● Exercise description
The complete data, repeated exactly, should form your response.

● Entries shown
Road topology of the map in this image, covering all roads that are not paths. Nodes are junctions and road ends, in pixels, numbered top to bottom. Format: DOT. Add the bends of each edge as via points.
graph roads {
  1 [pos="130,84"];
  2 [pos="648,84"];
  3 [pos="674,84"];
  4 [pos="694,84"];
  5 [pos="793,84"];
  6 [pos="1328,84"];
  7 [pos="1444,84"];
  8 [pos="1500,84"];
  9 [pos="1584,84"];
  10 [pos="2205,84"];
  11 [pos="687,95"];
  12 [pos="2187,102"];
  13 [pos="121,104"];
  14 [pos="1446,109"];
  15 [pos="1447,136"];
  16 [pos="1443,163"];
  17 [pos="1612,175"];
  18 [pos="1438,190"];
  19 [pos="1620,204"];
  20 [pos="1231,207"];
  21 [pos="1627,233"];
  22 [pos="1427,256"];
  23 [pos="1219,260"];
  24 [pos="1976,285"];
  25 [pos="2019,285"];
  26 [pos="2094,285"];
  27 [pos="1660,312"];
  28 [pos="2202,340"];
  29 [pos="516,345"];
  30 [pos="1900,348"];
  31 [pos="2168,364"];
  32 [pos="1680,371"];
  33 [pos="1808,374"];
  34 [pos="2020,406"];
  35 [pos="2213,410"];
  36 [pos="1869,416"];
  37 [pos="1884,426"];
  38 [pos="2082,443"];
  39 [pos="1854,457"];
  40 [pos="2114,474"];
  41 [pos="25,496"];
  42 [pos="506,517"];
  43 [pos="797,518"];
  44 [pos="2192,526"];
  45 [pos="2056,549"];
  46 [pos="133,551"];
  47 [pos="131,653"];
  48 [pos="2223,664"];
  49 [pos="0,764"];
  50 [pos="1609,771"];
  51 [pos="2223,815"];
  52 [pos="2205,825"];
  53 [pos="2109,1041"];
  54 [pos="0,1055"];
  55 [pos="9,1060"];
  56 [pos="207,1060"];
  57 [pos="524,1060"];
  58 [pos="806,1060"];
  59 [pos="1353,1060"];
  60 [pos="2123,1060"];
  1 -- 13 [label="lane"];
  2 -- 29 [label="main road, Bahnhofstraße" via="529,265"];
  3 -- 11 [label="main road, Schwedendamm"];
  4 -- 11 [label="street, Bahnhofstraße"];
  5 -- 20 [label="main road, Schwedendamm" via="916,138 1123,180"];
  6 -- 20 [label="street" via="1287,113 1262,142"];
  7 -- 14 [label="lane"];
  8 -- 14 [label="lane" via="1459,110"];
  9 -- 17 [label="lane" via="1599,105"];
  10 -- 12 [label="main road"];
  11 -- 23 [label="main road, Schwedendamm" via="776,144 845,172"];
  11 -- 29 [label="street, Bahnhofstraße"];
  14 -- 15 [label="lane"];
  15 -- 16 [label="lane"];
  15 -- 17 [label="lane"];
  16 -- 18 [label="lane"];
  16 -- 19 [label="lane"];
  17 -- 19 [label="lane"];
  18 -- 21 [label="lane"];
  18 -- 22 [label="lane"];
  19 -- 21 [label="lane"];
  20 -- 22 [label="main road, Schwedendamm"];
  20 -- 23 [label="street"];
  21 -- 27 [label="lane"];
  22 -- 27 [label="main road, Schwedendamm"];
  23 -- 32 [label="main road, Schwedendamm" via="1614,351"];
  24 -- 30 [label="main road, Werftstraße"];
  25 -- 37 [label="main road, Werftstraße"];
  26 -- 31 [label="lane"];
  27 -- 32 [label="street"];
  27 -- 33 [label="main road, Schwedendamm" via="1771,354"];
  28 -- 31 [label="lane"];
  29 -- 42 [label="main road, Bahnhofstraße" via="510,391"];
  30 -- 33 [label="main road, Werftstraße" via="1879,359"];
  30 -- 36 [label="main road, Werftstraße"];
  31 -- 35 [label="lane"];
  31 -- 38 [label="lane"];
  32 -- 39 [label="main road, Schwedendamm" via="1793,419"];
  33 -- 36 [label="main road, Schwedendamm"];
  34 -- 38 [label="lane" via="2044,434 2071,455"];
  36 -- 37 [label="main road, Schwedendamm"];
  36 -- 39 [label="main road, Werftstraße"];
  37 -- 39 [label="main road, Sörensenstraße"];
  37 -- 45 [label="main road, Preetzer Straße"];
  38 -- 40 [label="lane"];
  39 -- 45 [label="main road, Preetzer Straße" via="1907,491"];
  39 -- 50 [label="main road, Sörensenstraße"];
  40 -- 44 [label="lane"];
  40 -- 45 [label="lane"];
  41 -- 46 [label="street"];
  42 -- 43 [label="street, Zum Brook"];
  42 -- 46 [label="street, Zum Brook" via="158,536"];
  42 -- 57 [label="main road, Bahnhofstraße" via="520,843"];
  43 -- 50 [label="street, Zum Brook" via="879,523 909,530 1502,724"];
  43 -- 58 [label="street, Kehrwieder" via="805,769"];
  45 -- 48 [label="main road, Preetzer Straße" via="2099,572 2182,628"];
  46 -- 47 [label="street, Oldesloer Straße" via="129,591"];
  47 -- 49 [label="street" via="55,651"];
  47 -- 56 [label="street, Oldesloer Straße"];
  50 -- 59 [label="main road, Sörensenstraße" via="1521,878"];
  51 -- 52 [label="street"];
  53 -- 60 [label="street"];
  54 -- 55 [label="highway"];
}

● Worked solution
Road topology of the map in this image, covering all roads that are not paths. Nodes are junctions and road ends, in pixels, numbered top to bottom. Format: DOT. Add the bends of each edge as via points.
graph roads {
  1 [pos="130,84"];
  2 [pos="648,84"];
  3 [pos="674,84"];
  4 [pos="694,84"];
  5 [pos="793,84"];
  6 [pos="1328,84"];
  7 [pos="1444,84"];
  8 [pos="1500,84"];
  9 [pos="1584,84"];
  10 [pos="2205,84"];
  11 [pos="687,95"];
  12 [pos="2187,102"];
  13 [pos="121,104"];
  14 [pos="1446,109"];
  15 [pos="1447,136"];
  16 [pos="1443,163"];
  17 [pos="1612,175"];
  18 [pos="1438,190"];
  19 [pos="1620,204"];
  20 [pos="1231,207"];
  21 [pos="1627,233"];
  22 [pos="1427,256"];
  23 [pos="1219,260"];
  24 [pos="1976,285"];
  25 [pos="2019,285"];
  26 [pos="2094,285"];
  27 [pos="1660,312"];
  28 [pos="2202,340"];
  29 [pos="516,345"];
  30 [pos="1900,348"];
  31 [pos="2168,364"];
  32 [pos="1680,371"];
  33 [pos="1808,374"];
  34 [pos="2020,406"];
  35 [pos="2213,410"];
  36 [pos="1869,416"];
  37 [pos="1884,426"];
  38 [pos="2082,443"];
  39 [pos="1854,457"];
  40 [pos="2114,474"];
  41 [pos="25,496"];
  42 [pos="506,517"];
  43 [pos="797,518"];
  44 [pos="2192,526"];
  45 [pos="2056,549"];
  46 [pos="133,551"];
  47 [pos="131,653"];
  48 [pos="2223,664"];
  49 [pos="0,764"];
  50 [pos="1609,771"];
  51 [pos="2223,815"];
  52 [pos="2205,825"];
  53 [pos="2109,1041"];
  54 [pos="0,1055"];
  55 [pos="9,1060"];
  56 [pos="207,1060"];
  57 [pos="524,1060"];
  58 [pos="806,1060"];
  59 [pos="1353,1060"];
  60 [pos="2123,1060"];
  1 -- 13 [label="lane"];
  2 -- 29 [label="main road, Bahnhofstraße" via="529,265"];
  3 -- 11 [label="main road, Schwedendamm"];
  4 -- 11 [label="street, Bahnhofstraße"];
  5 -- 20 [label="main road, Schwedendamm" via="916,138 1123,180"];
  6 -- 20 [label="street" via="1287,113 1262,142"];
  7 -- 14 [label="lane"];
  8 -- 14 [label="lane" via="1459,110"];
  9 -- 17 [label="lane" via="1599,105"];
  10 -- 12 [label="main road"];
  11 -- 23 [label="main road, Schwedendamm" via="776,144 845,172"];
  11 -- 29 [label="street, Bahnhofstraße"];
  14 -- 15 [label="lane"];
  15 -- 16 [label="lane"];
  15 -- 17 [label="lane"];
  16 -- 18 [label="lane"];
  16 -- 19 [label="lane"];
  17 -- 19 [label="lane"];
  18 -- 21 [label="lane"];
  18 -- 22 [label="lane"];
  19 -- 21 [label="lane"];
  20 -- 22 [label="main road, Schwedendamm"];
  20 -- 23 [label="street"];
  21 -- 27 [label="lane"];
  22 -- 27 [label="main road, Schwedendamm"];
  23 -- 32 [label="main road, Schwedendamm" via="1614,351"];
  24 -- 30 [label="main road, Werftstraße"];
  25 -- 37 [label="main road, Werftstraße"];
  26 -- 31 [label="lane"];
  27 -- 32 [label="street"];
  27 -- 33 [label="main road, Schwedendamm" via="1771,354"];
  28 -- 31 [label="lane"];
  29 -- 42 [label="main road, Bahnhofstraße" via="510,391"];
  30 -- 33 [label="main road, Werftstraße" via="1879,359"];
  30 -- 36 [label="main road, Werftstraße"];
  31 -- 35 [label="lane"];
  31 -- 38 [label="lane"];
  32 -- 39 [label="main road, Schwedendamm" via="1793,419"];
  33 -- 36 [label="main road, Schwedendamm"];
  34 -- 38 [label="lane" via="2044,434 2071,455"];
  36 -- 37 [label="main road, Schwedendamm"];
  36 -- 39 [label="main road, Werftstraße"];
  37 -- 39 [label="main road, Sörensenstraße"];
  37 -- 45 [label="main road, Preetzer Straße"];
  38 -- 40 [label="lane"];
  39 -- 45 [label="main road, Preetzer Straße" via="1907,491"];
  39 -- 50 [label="main road, Sörensenstraße"];
  40 -- 44 [label="lane"];
  40 -- 45 [label="lane"];
  41 -- 46 [label="street"];
  42 -- 43 [label="street, Zum Brook"];
  42 -- 46 [label="street, Zum Brook" via="158,536"];
  42 -- 57 [label="main road, Bahnhofstraße" via="520,843"];
  43 -- 50 [label="street, Zum Brook" via="879,523 909,530 1502,724"];
  43 -- 58 [label="street, Kehrwieder" via="805,769"];
  45 -- 48 [label="main road, Preetzer Straße" via="2099,572 2182,628"];
  46 -- 47 [label="street, Oldesloer Straße" via="129,591"];
  47 -- 49 [label="street" via="55,651"];
  47 -- 56 [label="street, Oldesloer Straße"];
  50 -- 59 [label="main road, Sörensenstraße" via="1521,878"];
  51 -- 52 [label="street"];
  53 -- 60 [label="street"];
  54 -- 55 [label="highway"];
}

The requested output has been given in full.